Marina Johnson-Zafiris is a PhD Student at Cornell University in Information Science, with a minor in American Indian and Indigenous studies. Her research interests focus on 1) computational community science and technological interventions for industrial accountability and socio-environmental justice and 2) critical data/information studies across Haudenosaunee Territory. Marina is Kanien’kehá:ka (Wolf Clan) on her mother’s side and Greek on her father’s side. She is presently based both in Ithaca, New York and Akwesasne.

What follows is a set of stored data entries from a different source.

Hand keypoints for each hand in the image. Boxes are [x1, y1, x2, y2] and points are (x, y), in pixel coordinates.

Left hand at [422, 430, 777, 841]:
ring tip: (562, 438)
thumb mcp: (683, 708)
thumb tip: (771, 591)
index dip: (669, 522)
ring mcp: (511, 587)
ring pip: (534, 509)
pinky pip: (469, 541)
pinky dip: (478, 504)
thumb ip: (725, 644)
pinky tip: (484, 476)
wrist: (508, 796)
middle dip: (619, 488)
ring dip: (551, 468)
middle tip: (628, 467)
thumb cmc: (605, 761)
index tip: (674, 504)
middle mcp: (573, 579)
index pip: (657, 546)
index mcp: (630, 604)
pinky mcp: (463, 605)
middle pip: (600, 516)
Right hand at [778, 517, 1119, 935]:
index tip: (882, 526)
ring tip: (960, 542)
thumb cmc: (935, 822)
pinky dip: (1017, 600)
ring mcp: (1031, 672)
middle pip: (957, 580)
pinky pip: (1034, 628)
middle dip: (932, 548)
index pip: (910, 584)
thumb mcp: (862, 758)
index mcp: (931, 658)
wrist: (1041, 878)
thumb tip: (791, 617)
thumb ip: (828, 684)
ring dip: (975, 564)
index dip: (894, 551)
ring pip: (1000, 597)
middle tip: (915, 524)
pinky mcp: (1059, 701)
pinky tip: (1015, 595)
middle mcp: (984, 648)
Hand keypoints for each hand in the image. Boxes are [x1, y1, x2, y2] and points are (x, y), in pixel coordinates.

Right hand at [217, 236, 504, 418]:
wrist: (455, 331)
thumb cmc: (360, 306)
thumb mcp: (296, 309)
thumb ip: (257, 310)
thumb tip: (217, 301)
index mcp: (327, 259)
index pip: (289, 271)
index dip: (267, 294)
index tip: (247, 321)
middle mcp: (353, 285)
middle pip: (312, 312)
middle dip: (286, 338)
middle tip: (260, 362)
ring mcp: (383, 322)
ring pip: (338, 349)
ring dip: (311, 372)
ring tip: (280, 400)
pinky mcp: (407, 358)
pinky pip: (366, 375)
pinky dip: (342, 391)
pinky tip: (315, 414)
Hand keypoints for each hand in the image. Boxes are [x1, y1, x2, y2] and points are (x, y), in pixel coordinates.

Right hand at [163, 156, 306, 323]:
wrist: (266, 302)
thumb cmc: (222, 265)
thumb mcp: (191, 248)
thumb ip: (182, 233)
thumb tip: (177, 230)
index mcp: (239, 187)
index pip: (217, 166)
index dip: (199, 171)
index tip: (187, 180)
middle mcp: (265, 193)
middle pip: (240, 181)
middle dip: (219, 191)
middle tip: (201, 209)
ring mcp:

Elizabeth Fast (she/her) is Michif and Mennonite, raised in Winnipeg Manitoba and a member of the Manitoba Métis Federation. She is the owner of Elizabeth Fast Consulting, a small business certified by the Canadian Council for Aboriginal Business, Elizabeth specializes in research and policy development in the area of Indigenous research methodologies, Indigenous program evaluation, and strategic consulting for Indigenous organizations and Indigenous-led projects. From 2015-2022, she was a professor at Concordia University and held a University Research Chair in Land-based learning and Indigenous pedagogies. She also acted as the Special Advisor to the Provost on Concordia University’s Response to the Truth and Reconciliation Calls to Action. Elizabeth was a reviewer for the Indigenous research files on the Concordia ethics committee and has experience within and outside of the university context coordinating Indigenous youth-driven research as well as large national studies that have been concerned with how to ensure Indigenous data governance in contexts with various collaborators and partners.

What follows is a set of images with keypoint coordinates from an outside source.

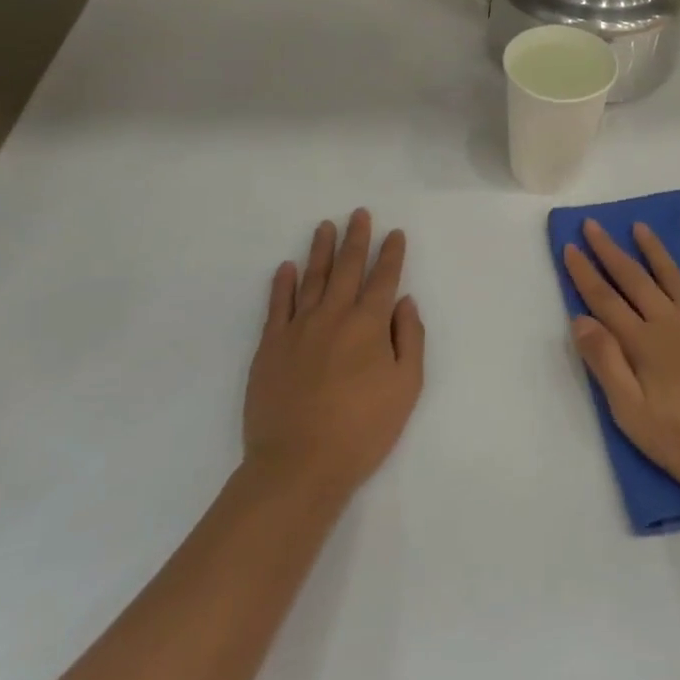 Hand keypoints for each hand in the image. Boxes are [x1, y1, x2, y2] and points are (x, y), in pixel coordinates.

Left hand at [242, 209, 424, 499]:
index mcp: (369, 325)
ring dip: (320, 250)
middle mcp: (334, 316)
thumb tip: (403, 302)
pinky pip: (277, 305)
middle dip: (356, 239)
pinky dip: (282, 284)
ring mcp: (298, 328)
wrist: (298, 465)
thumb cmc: (362, 430)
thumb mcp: (406, 387)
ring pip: (312, 278)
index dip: (391, 254)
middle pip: (347, 268)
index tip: (394, 233)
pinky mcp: (270, 347)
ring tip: (325, 226)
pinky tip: (286, 267)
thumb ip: (409, 339)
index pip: (384, 278)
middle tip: (358, 214)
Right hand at [562, 220, 679, 497]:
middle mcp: (670, 322)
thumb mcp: (633, 415)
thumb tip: (580, 320)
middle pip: (634, 279)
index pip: (605, 300)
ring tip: (640, 227)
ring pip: (673, 276)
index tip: (570, 246)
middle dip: (610, 251)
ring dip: (654, 250)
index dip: (585, 273)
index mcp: (642, 343)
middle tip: (594, 225)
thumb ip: (606, 364) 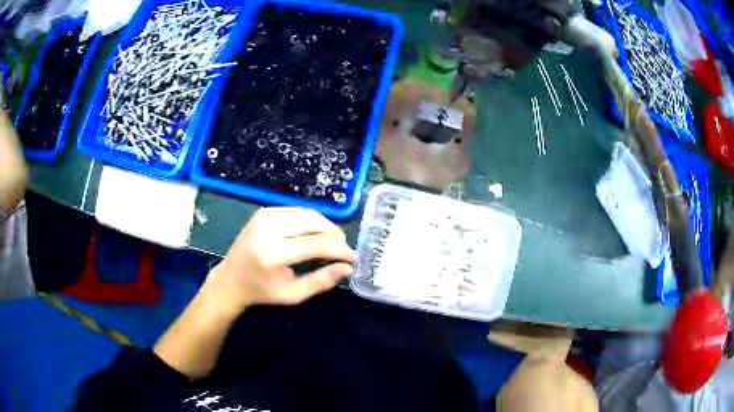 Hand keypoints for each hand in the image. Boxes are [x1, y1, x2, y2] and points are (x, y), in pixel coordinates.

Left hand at [206, 207, 356, 310]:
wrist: (231, 278)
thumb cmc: (262, 291)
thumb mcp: (293, 294)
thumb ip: (321, 281)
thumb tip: (347, 267)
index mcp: (273, 253)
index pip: (316, 244)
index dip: (339, 249)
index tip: (353, 257)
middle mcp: (268, 229)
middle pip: (314, 222)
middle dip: (334, 234)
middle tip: (343, 249)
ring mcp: (264, 216)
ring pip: (307, 213)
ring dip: (324, 226)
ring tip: (331, 242)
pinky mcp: (263, 211)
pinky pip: (296, 211)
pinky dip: (310, 221)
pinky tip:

Ojistoh Horn is Kanienkeha:ka, who is from Kahnawake where she lives with her family. Her father is from Akwesasne, where she currently works. She is a family physician taking care of her people through all stages of the lifecycle. Supervising medical students and family medicine residents during their rural rotations in Akwesasne, she emphasizes the complexities of providing primary
care to Indigenous peoples and their communities. Drawing on both Western and Traditional paradigms, working with like- minded physicians across the country, with a focus on the effects of the environment and pollution on health, she promotes the inclusion and support of traditional knowledge and ‘ways of being’ into a framework for providing wholistic and primary care to
her people.

 

About the organizers:

Indigenous Climate Action (ICA) is an Indigenous-led organization guided by a diverse group of Indigenous knowledge keepers, water protectors and land defenders from communities and regions across the country. We believe that Indigenous Peoples’ rights and knowledge systems are critical to developing solutions to the climate crisis and achieving climate justice. 

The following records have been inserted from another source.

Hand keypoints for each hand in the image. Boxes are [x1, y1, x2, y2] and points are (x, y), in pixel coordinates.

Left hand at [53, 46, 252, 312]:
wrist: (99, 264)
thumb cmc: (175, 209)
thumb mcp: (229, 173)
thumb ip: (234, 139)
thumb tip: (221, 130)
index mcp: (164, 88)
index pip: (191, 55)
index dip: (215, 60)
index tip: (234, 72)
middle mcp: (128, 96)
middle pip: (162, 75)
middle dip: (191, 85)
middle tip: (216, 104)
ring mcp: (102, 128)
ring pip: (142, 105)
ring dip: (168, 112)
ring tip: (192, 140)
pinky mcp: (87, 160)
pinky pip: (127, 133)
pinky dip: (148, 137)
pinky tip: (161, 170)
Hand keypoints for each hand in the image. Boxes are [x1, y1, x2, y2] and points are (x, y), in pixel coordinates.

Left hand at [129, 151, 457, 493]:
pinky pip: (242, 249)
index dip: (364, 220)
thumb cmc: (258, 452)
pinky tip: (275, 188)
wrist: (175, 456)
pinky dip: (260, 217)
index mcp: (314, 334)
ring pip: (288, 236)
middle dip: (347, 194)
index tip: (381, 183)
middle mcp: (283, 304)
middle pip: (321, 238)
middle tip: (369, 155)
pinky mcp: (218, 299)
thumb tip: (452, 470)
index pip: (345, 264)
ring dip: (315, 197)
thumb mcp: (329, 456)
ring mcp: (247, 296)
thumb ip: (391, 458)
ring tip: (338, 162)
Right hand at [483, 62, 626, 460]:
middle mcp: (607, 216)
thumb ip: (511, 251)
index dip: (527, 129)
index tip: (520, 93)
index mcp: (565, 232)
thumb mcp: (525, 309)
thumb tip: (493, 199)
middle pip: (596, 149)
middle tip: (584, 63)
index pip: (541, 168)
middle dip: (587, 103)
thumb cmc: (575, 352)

Research for the Front Lines supports the research needs of communities and movements on the frontlines of the fight for climate and environmental justice across Canada. Through funding, volunteer labor, strategic communication and more, we support folks on the frontlines to lead the research they need to inform and strengthen their fights.

Shift Centre for Social Transformation supports existing and emerging social transformation initiatives that unite the efforts of Concordians and their partners with the goal of creating a more just, inclusive, and broadly prosperous Montreal.